Aisyah sendiri pernah mengatakan, “Aku telah diberi sembilan
perkara yang tidak diberikan kepada seorang pun setelah Maryam. Jibril
telah menunjukkan gambarku tatkala Rasulullah shallallahu ‘alaihi wa
sallam diperintah untuk menikahiku, beliau menikahiku tatkala aku masih
gadis dan tidaklah beliau menikahi seorang gadis kecuali diriku, beliau
meninggal dunia sedang kepalanya berada dalam dekapanku serta beliau
dikuburkan di rumahku, para malaikat menaungi rumahku, Al-Quran turun
sedang aku dan beliau berada dalam satu selimut, aku adalah putri
kekasih dan sahabat terdekatnya, pembelaan kesucianku turun dari atas
langit, aku dilhairkan dari dua orang tua yang baik, aku dijanjikan
dengna ampunan dan rezeki yang mulia.” (Lihat al-Hujjah Fi Bayan
Mahajjah (2/398))
Kedua: Beliau adalah orang yang paling dicintai oleh Rasulullah shallallahu ‘alaihi wa sallam dari kalangan wanita.

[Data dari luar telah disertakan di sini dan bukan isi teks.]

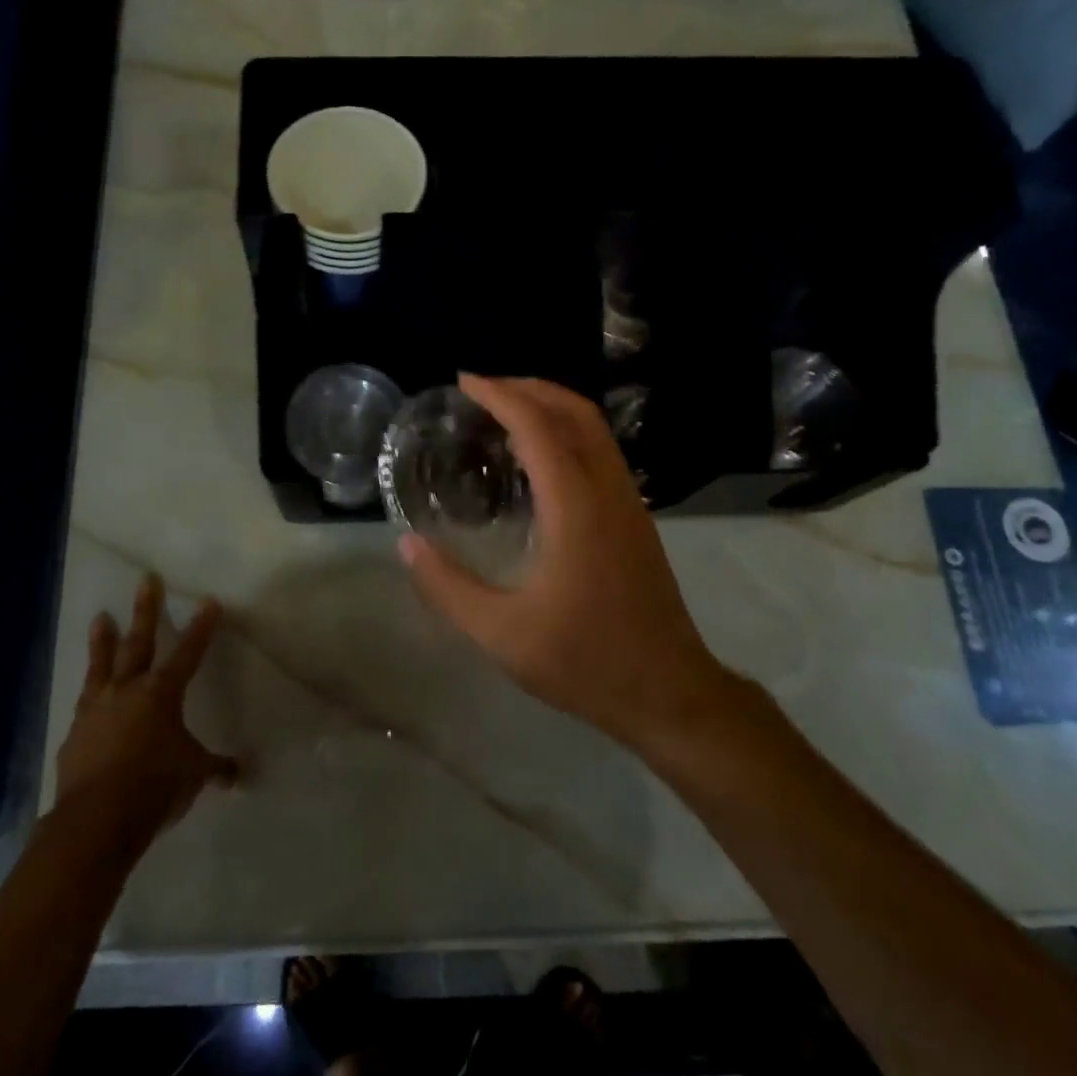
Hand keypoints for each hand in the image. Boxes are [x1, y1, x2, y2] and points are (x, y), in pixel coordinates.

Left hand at [53, 574, 237, 854]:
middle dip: (146, 610)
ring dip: (103, 640)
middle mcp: (128, 691)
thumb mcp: (194, 775)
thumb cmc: (155, 787)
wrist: (96, 819)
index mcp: (162, 694)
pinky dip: (90, 695)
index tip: (209, 601)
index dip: (201, 626)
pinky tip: (88, 697)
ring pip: (102, 665)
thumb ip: (215, 768)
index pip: (189, 652)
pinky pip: (85, 704)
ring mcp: (96, 709)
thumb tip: (240, 774)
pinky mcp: (75, 733)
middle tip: (146, 580)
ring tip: (101, 617)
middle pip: (139, 642)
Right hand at [398, 375, 750, 752]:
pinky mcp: (636, 521)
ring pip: (595, 430)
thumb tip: (407, 545)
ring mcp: (629, 504)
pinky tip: (539, 461)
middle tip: (482, 390)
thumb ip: (449, 588)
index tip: (464, 382)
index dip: (501, 395)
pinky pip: (602, 453)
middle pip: (576, 413)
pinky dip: (568, 434)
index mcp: (576, 508)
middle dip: (529, 388)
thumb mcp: (502, 634)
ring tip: (505, 414)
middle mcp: (608, 492)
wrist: (668, 693)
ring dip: (552, 407)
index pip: (538, 428)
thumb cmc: (585, 662)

Suatu ketika Amr bin al-Ash bertanya kepada Rasulullah shallallahu
‘alaihi wa sallam, “Wahai Rasulullah, siapakah manusia yang paling
engkau cintai?” Beliau menjawab, “Aisyah.” “Dari kalangan laki-laki?”
tanya Amr. Beliau menjawab, “Bapaknya.” (HR. Bukhari (3662) dan Muslim
(2384))
Maka pantaskah kita membenci apalagi mencela orang yang paling
dicintai oleh Rasulullah shallallahu ‘alaihi wa sallam?!! Mencela Aisyah
berarti mencela, menyakiti hati, dan mencoreng kehormatan Rasulullah
shallallahu ‘alaihi wa sallam. Na’udzubillah.
Ketiga: Aisyah adalah wanita yang paling alim daripada wanita lainnya.
Berkata az-Zuhri, “Apabila ilmu Aisyah dikumpulkan dengna ilmu
seluruh para wanita lain, maka ilmu Aisyah lebih utama.” (Lihat
Al-Mustadrak Imam Hakim (4/11))
Berkata Atha’, “Aisyah adalah wanita yang paling faqih dan
pendapat-pendapatnya adalah pendapat yang paling membawa kemaslahatan
untuk umum.” (Lihat al-Mustadrok Imam Hakim (4/11))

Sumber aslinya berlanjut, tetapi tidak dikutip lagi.